Market Direction

Discussion in 'Trading' started by exce26, Oct 11, 2001.

  1. exce26


    What is the most accurate way to judge the market direction?
  2. That's the million dollar question....

    if somebody has an answer they won't be posting it here.

  3. liltrdr


    What time frame are you talking about? If you mean a year or something like that, call George Soros. If you mean intraday, there's a great indicator I found at The author claims a high probability of success. I've used it and it seems to work for the short time span I've used it.

    Some other indicators you can use are MACD, ADX (it supposedly tells the strength of a trend), moving averages. Oscillators may help in range bound or non trending markets.

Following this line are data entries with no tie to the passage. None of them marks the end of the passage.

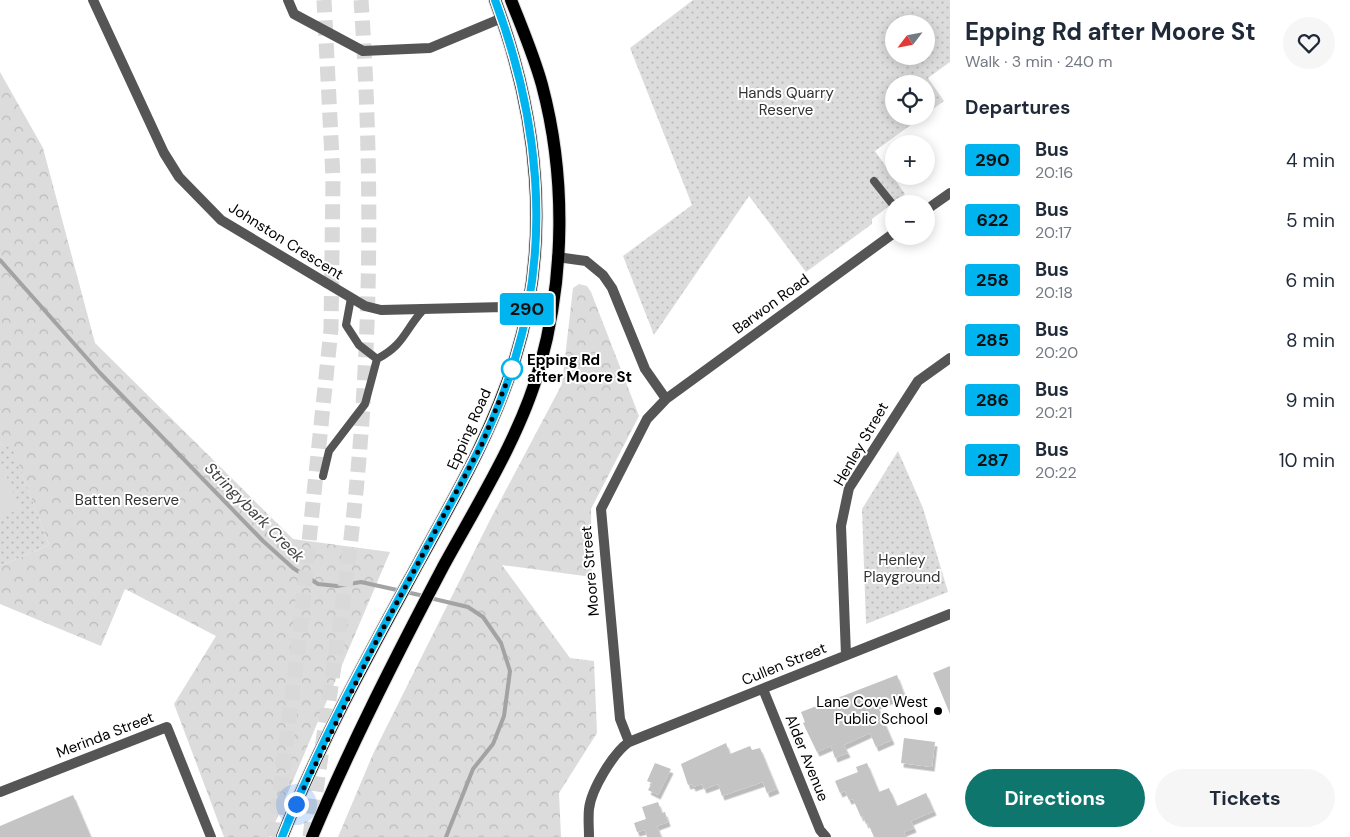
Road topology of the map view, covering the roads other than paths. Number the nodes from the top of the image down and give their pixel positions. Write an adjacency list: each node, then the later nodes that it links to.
1 (93, 0): 13 (street, Johnston Crescent)
2 (288, 0): 5 (street)
3 (495, 0): 5 (main road, Epping Road)
4 (511, 0): 12 (main road)
5 (502, 18): 11 (main road, Epping Road)
6 (874, 181): 8 (lane)
7 (950, 193): 9 (street)
8 (885, 195)
9 (935, 204)
10 (885, 240): 18 (street, Barwon Road)
11 (535, 255): 12 (main road); 15 (main road, Epping Road)
12 (557, 256): 18 (street); 27 (main road)
13 (351, 298): 14 (street, Johnston Crescent); 17 (lane)
14 (423, 310): 15 (street, Johnston Crescent); 17 (lane)
15 (526, 310): 26 (main road, Epping Road)
16 (950, 358): 21 (street, Henley Street)
17 (377, 359): 19 (lane)
18 (666, 399): 23 (street, Moore Street)
19 (323, 476)
20 (950, 614): 21 (street, Cullen Street)
21 (846, 655): 22 (street, Cullen Street)
22 (762, 688): 23 (street, Cullen Street); 29 (street, Alder Avenue)
23 (629, 742): 28 (street)
24 (0, 792): 25 (street, Merinda Street)
25 (211, 837)
26 (282, 837)
27 (312, 837)
28 (589, 837)
29 (826, 837)

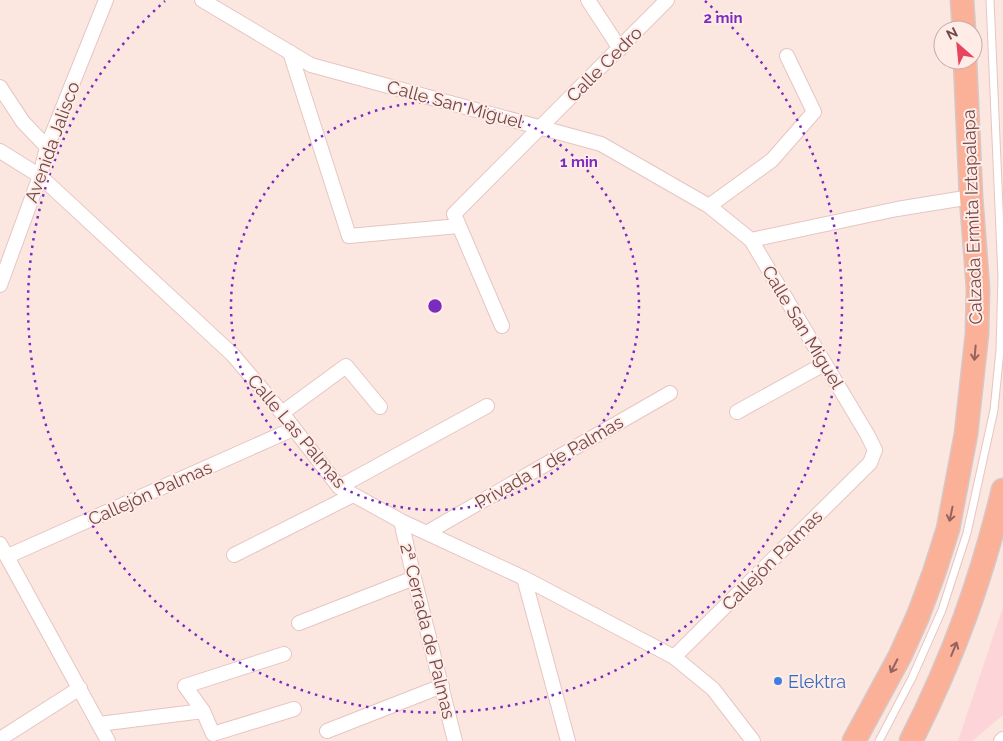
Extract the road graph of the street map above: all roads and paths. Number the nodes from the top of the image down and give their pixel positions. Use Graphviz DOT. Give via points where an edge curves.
graph roads {
  1 [pos="106,0"];
  2 [pos="202,0"];
  3 [pos="588,0"];
  4 [pos="667,0"];
  5 [pos="962,0"];
  6 [pos="990,0"];
  7 [pos="963,20"];
  8 [pos="620,49"];
  9 [pos="290,52"];
  10 [pos="787,56"];
  11 [pos="965,70"];
  12 [pos="0,87"];
  13 [pos="541,127"];
  14 [pos="47,147"];
  15 [pos="0,151"];
  16 [pos="40,176"];
  17 [pos="971,197"];
  18 [pos="709,206"];
  19 [pos="459,226"];
  20 [pos="751,240"];
  21 [pos="0,284"];
  22 [pos="502,326"];
  23 [pos="824,364"];
  24 [pos="670,393"];
  25 [pos="380,406"];
  26 [pos="487,406"];
  27 [pos="737,412"];
  28 [pos="282,413"];
  29 [pos="293,430"];
  30 [pos="870,464"];
  31 [pos="339,487"];
  32 [pos="1003,490"];
  33 [pos="353,495"];
  34 [pos="1000,515"];
  35 [pos="401,521"];
  36 [pos="428,532"];
  37 [pos="4,550"];
  38 [pos="234,555"];
  39 [pos="414,578"];
  40 [pos="524,578"];
  41 [pos="299,623"];
  42 [pos="284,654"];
  43 [pos="674,657"];
  44 [pos="442,686"];
  45 [pos="80,688"];
  46 [pos="294,709"];
  47 [pos="203,710"];
  48 [pos="99,724"];
  49 [pos="327,731"];
  50 [pos="0,739"];
  51 [pos="108,741"];
  52 [pos="455,741"];
  53 [pos="568,741"];
  54 [pos="753,741"];
  55 [pos="854,741"];
  56 [pos="879,741"];
  57 [pos="911,741"];
  1 -- 14 [label="street, Avenida Jalisco"];
  2 -- 9 [label="street, Calle San Miguel"];
  3 -- 8 [label="street"];
  4 -- 8 [label="street, Calle Cedro"];
  5 -- 7 [label="main road"];
  6 -- 56 [label="lane" via="1002,277 994,410 967,533 942,610"];
  8 -- 13 [label="street, Calle Cedro"];
  9 -- 13 [label="street, Calle San Miguel" via="311,65"];
  9 -- 19 [label="street" via="349,236"];
  10 -- 18 [label="street" via="814,112 772,160"];
  11 -- 17 [label="main road, Calzada Ermita Iztapalapa"];
  12 -- 14 [label="street" via="23,122"];
  13 -- 18 [label="street, Calle San Miguel" via="601,144"];
  13 -- 19 [label="street, Calle Cedro" via="454,214"];
  14 -- 16 [label="street, Avenida Jalisco"];
  15 -- 16 [label="street, Calle Las Palmas"];
  16 -- 21 [label="street, Avenida Jalisco"];
  16 -- 28 [label="street, Calle Las Palmas" via="233,355"];
  17 -- 20 [label="street"];
  17 -- 55 [label="main road, Calzada Ermita Iztapalapa, one-way" via="978,288 976,334 966,434 948,529 918,616"];
  18 -- 20 [label="street, Calle San Miguel"];
  19 -- 22 [label="street"];
  20 -- 23 [label="street, Calle San Miguel"];
  23 -- 27 [label="street"];
  23 -- 30 [label="street, Calle San Miguel" via="875,450"];
  24 -- 36 [label="street, Privada 7 de Palmas"];
  25 -- 28 [label="street" via="346,366"];
  26 -- 31 [label="street"];
  28 -- 29 [label="street, Calle Las Palmas"];
  29 -- 31 [label="street, Calle Las Palmas"];
  29 -- 37 [label="street, Callejón Palmas"];
  30 -- 43 [label="street, Callejón Palmas"];
  31 -- 33 [label="street, Calle Las Palmas"];
  32 -- 34 [label="main road"];
  33 -- 35 [label="street, Calle Las Palmas"];
  33 -- 38 [label="street"];
  57 -- 34 [label="main road, one-way" via="963,626"];
  35 -- 36 [label="street, Calle Las Palmas"];
  35 -- 39 [label="street, 2ª Cerrada de Palmas"];
  36 -- 40 [label="street, Calle Las Palmas"];
  37 -- 45 [label="street"];
  39 -- 41 [label="street"];
  39 -- 44 [label="street, 2ª Cerrada de Palmas"];
  40 -- 43 [label="street, Calle Las Palmas"];
  40 -- 53 [label="street"];
  42 -- 47 [label="street" via="185,686"];
  43 -- 54 [label="street, Calle Las Palmas" via="713,689"];
  44 -- 49 [label="street"];
  44 -- 52 [label="street, 2ª Cerrada de Palmas"];
  45 -- 48 [label="street"];
  45 -- 50 [label="street"];
  46 -- 47 [label="street" via="213,734"];
  47 -- 48 [label="street"];
  48 -- 51 [label="street"];
}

    And there's also your eyes. Just look at a chart.
  4. Flip a coin.
  5. cocobop



    I'm curious about this Directional Day Filter and if it works as advertised then it certainly would be a powerful tool in a Day Trader's arsenal. My questions for you are as follows...

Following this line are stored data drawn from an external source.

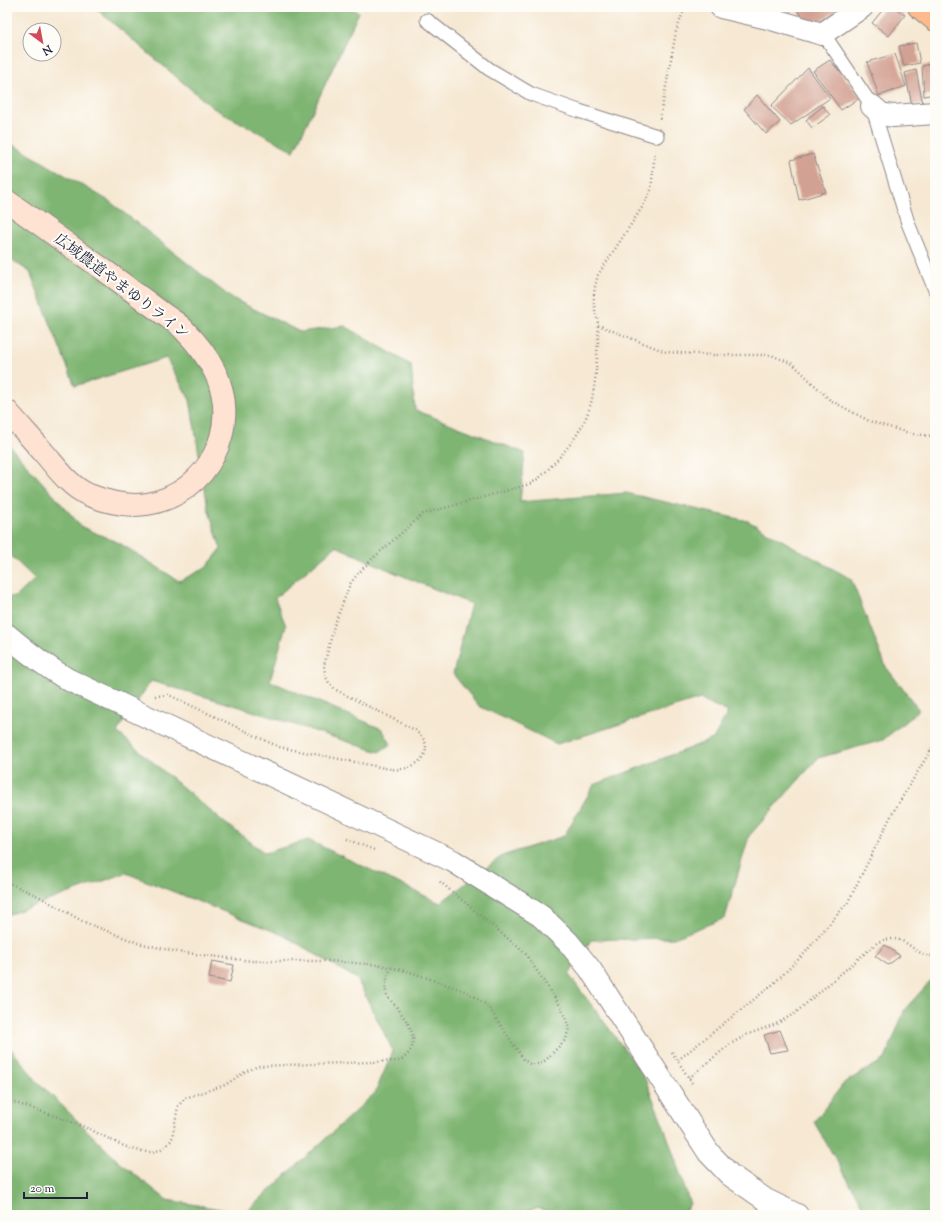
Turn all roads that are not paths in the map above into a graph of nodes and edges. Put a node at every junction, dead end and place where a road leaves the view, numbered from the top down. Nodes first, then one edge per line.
1 (721, 7) edge
2 (862, 7) edge
3 (919, 7) edge
4 (426, 20) dead end
5 (935, 20) edge
6 (822, 34) junction
7 (872, 106) junction
8 (935, 113) edge
9 (657, 136) road end
10 (7, 201) edge
11 (935, 290) edge
12 (7, 411) edge
13 (7, 635) edge
14 (797, 1215) edge

1 - 6 street
2 - 6 street
3 - 5 main road
4 - 9 lane
6 - 7 lane
7 - 8 street
7 - 11 lane
10 - 12 street, 広域農道やまゆりライン
13 - 14 street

    1, I noticed from the chart provided in the material that the data used starts from 8:30 in the A.M. is this a typo error or is he using a futures contract or is it maybe not eastern time?

    2, If he does use pre-market data what happens if the security that you want to find the trend is not at all active pre-market or is this filter just concerned with the overall market trend i.e. S&P, NASD Comp, Dow indexes.

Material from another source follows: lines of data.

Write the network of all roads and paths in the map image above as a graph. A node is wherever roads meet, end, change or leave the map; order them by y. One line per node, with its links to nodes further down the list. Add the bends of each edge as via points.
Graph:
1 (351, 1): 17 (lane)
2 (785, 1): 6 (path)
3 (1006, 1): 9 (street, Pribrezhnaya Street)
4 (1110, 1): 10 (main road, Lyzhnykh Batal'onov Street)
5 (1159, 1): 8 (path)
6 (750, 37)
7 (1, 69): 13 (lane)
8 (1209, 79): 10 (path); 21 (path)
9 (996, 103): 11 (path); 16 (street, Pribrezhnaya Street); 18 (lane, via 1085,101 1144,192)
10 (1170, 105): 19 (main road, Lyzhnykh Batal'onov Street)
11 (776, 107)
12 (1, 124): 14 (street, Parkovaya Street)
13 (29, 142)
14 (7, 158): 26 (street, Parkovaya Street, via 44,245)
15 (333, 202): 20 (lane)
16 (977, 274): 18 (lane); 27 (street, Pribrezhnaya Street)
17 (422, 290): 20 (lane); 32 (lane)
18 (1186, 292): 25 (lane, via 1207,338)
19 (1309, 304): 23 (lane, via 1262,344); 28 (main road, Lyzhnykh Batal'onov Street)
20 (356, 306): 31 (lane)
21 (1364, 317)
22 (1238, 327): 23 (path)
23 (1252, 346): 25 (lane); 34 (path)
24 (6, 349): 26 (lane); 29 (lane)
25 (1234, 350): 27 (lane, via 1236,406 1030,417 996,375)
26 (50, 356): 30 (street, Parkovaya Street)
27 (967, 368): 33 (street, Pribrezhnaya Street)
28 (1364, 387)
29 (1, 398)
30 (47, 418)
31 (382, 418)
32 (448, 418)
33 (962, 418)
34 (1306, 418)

    3, Does the filter require that you have Tradestation available or can you figure it out without that specific software?

    4, Finally, the author speaks of a certain Art needed to interpret the results of the Filter. Have you been able to master that Art and do you find that the filter has been overall a successful prognosticator of the general trend of the market as early as one hour into the trading day. In other words how confident are you of the filter. I know that no device is perfect and that sometimes there are failures but can you give me some estimate of the failure rate that you have noticed.

    Thanks so much for posting the link and for responding to my queries.

    Good trading
  6. While its certainly true that the high or low of the day is made in the first hour a lot of the time, to wait until then is to miss out on most of the action, imho.
  7. cocobop



    Yes that is true that waiting an hour would mean that you would miss a lot of opportunities. I can envision that fifteen minutes and then thirty minutes into the trading day you can see the direction of the move i.e. whether your trading above or below the five minute average and then use the one hour as confirmation of the trend. Besides, anytime you can get a handle on the direction of the market your trading has to improve if only to let you focus on whether to go long or short a stock.
    Today, for instance, I traded long all day and was quite profitable only in the last hour I decided that the market would fall and shorted a stock that had been up trending all day, KOPN. I know my mistake was to think I knew better than the market but with an indicator to ground my sense of the general trend I may not have made that short trade and just stood aside from it altogether.

    Good trading
  8. liltrdr


    Yes it is possible to miss the morning action which is the best. It is really a technique of risk reduction. When I realized that I would have to miss the morning action, I considered not using the tool. But then, I realized that it might reduce my risk so better improving my reward/risk ratio. Sure it's not as exciting but it does give you a better feel for the market. The trade off is the chance of catching those awesome morning moves.
  9. liltrdr


    let me try and answer your q's.

    1. He starts his calculation when the exchange opens. I would not use an earlier time unless you've got an electronic contract or a foreign one where all the buyers and sellers are IN PLACE already. It's like you're taking a vote of the buyers and sellers. You need to have majority present to get their sentiment for the day. CNBC and bloomberg also do a pre-market open analysis for what it's worth. If you used earlier data on the e-mini for example, you aren't getting the full picture because the floor isn't open till 8:30 (chicago time). And traders still work on a fairly normal schedule. Most don't start until 8 or so.
    2. The art of the filter...I think Bruce Lee said it best in Enter the Dragon, "It is like a finger pointing to the moon, don't look at the finger or you'll miss all that heavenly glory." It's a discretionary indicator. It might push up your odds to 70 or 75 percent. The best way to use it might be to avoid clearly non trending markets. It's a good simple indicator but don't forget to look at the chart. The tape is where all the action is. Sorry to sound cliched. But I need to remind myself of this sometimes.
    3. You don't need tradestation. Just read his article and that will tell you exactly what you need to do. But if you have tradestation, you can use his add-on.

    Good luck cocobop. Hope this helps :cool:
  10. By missing the morning you can also miss the profit potential of a move and end up taking a reversal.

    I can predict the market. On Monday it will go up and , down and sideways and so will Tuesday, Wednesday, Thursday, Friday.

    Ok LOL..... but being now serious below .

    The key to trading is to control your risk, take high probability setups, have an edge and exploit opportunities. It means taking multiples of your Risk out of the market while losing a small % when wrong. Being right has nothing to do with it. If you can predict than sooner or later others will find out about how to predict with this indicator and when the majority are using something ---who is left to be on the other side???

    It's what the minority are doing is what the market will flow to. If everyone is short than we will go higher. If the majority of the public is long we will go lower.